I love to watch travel TV shows — sometimes to research future trips, but often just to travel vicariously on a rainy Sunday afternoon. The following ones are my top 5 favorites.
I had never heard of this show until a Canadian traveller introduced it to me. I now love Departures.
It’s hands-down the best at portraying backpacker-style adventure travel. It’s just two guys (and a friend as cameraman) going around the world with only their backpacks.
One of the presenters is more intellectual and likes to experience the local cultures. The other is usually more focused on having drinks and playing games with the locals, which creates an odd but fun dynamic.
Departures doesn’t just show the highlights of travel. It also shows the process of getting there, and the serendipitous events that can lead to unexpected adventures. The show feels unscripted and improvised, and it might well inspire you with its fun sense of camaraderie.
How to watch: available on Netflix internationally. Airs on channels like Nat Geo or Travel Channel.
2. Parts Unknown
Anthony Bourdain’s Parts Unknown is in many ways the opposite of Departures: it’s glossy, beautifully filmed, and extremely well-researched.
It’s obviously made by a team that’s being doing this forever and who are at the top of their game.
Part food show and part travel show, former chef Anthony Bourdain draws portraits of countries around the world while talking to locals over dinner. The show will make you want to travel more and be more adventurous with trying different cuisines.
The show often casts a light on destinations that most people might not necessarily go to for tourism, like Libya (shot just following the Arab Spring) or the Democratic Republic of Congo (whihc is known as one of the least safe countries in the world). Other times the show goes to well-known tourist destination, but looks at them from a different perspective.

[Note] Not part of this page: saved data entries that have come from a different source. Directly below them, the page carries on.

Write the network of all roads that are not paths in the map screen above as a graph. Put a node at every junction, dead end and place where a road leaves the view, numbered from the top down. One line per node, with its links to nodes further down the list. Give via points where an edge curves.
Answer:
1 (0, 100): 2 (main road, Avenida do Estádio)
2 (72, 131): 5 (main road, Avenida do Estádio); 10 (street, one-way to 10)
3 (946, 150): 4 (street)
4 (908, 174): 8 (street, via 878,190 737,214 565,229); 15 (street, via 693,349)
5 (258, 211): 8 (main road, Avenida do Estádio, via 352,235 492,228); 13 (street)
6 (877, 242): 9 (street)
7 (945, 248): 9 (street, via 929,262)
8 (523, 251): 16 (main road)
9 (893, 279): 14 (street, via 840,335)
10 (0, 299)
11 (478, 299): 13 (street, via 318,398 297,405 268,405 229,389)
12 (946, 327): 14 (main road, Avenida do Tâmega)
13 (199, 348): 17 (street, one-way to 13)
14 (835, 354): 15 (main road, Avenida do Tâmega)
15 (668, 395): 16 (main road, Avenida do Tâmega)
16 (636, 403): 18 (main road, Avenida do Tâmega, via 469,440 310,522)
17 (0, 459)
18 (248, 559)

How to watch: airs Sundays on CNN. Available digitally from Amazon (incl. new episodes). Older seasons on Hulu and Netflix (in some countries).
3. Long Way Round
Actors Ewan McGregor and Charlie Boorman decide on a lark to ride their motorbikes from London eastward all the way around the world (through Europe, Russia, Mongolia, crossing the Bering strait and through Canada and the US).
Better yet, they hire a crew to follow them, resulting in arguably one of the best travelogues put on film.
The pair end up in some crazy situations, including being hosted by a mafia boss in Ukraine, who plays a song on his guitar before showing off his AK-47.
I’ve met many bikers on my journeys who were inspired by this show. A later follow-up is called the Long Way Down, in which the two ride mostly through Africa and have even more crazy adventures.
4. Michael Palin’s Travels
Michael Palin of Monty Python fame produced a whole slew of travel TV series for the BBC back in the day.
While his earlier work is now heavily dated in parts, it’s hard to think of shows that have portrayed the romance of travel quite so well.
It has a wide-eyed wonder and humorous sense of curiosity that any traveller would find inspirational.
In some cases the show can be fun historical background research for a trip; watch for instance how Palin experiences Eastern European countries shortly after the fall of wall and compare this to the situation today. But he’s also done more recent work, such as his series Brazil and 80 Days Revisited (in which he retraces his first trip in the late 80ies).
How to watch: widely available on DVD, often aired
5. A Map For Saturday
Okay, this is not a TV show but a documentary film.
Rather than serving as inspiration for visiting specific destinations, A Map For Saturday is more about the experience of travel in general. It chronicles a man’s round-the-world trip in 2005 and features interviews with other travellers he conducted along the way.
The film expertly tracks the emotional arc of long-term travellers, casting light on both the highs and lows of backpacking. Topics include the instant friends and difficult goodbyes, the setbacks and the rewards of travelling independently, and even the (perhaps inevitable) process of burning out.
A Map For Saturday doesn’t deal much with the cultural or experiential aspects of travelling, though focuses very closely on the interpersonal connections travellers might make along the way.
If you ever wanted to know what long-term travel is like, this movie explains it all.
How to watch: DVD can be ordered from their website.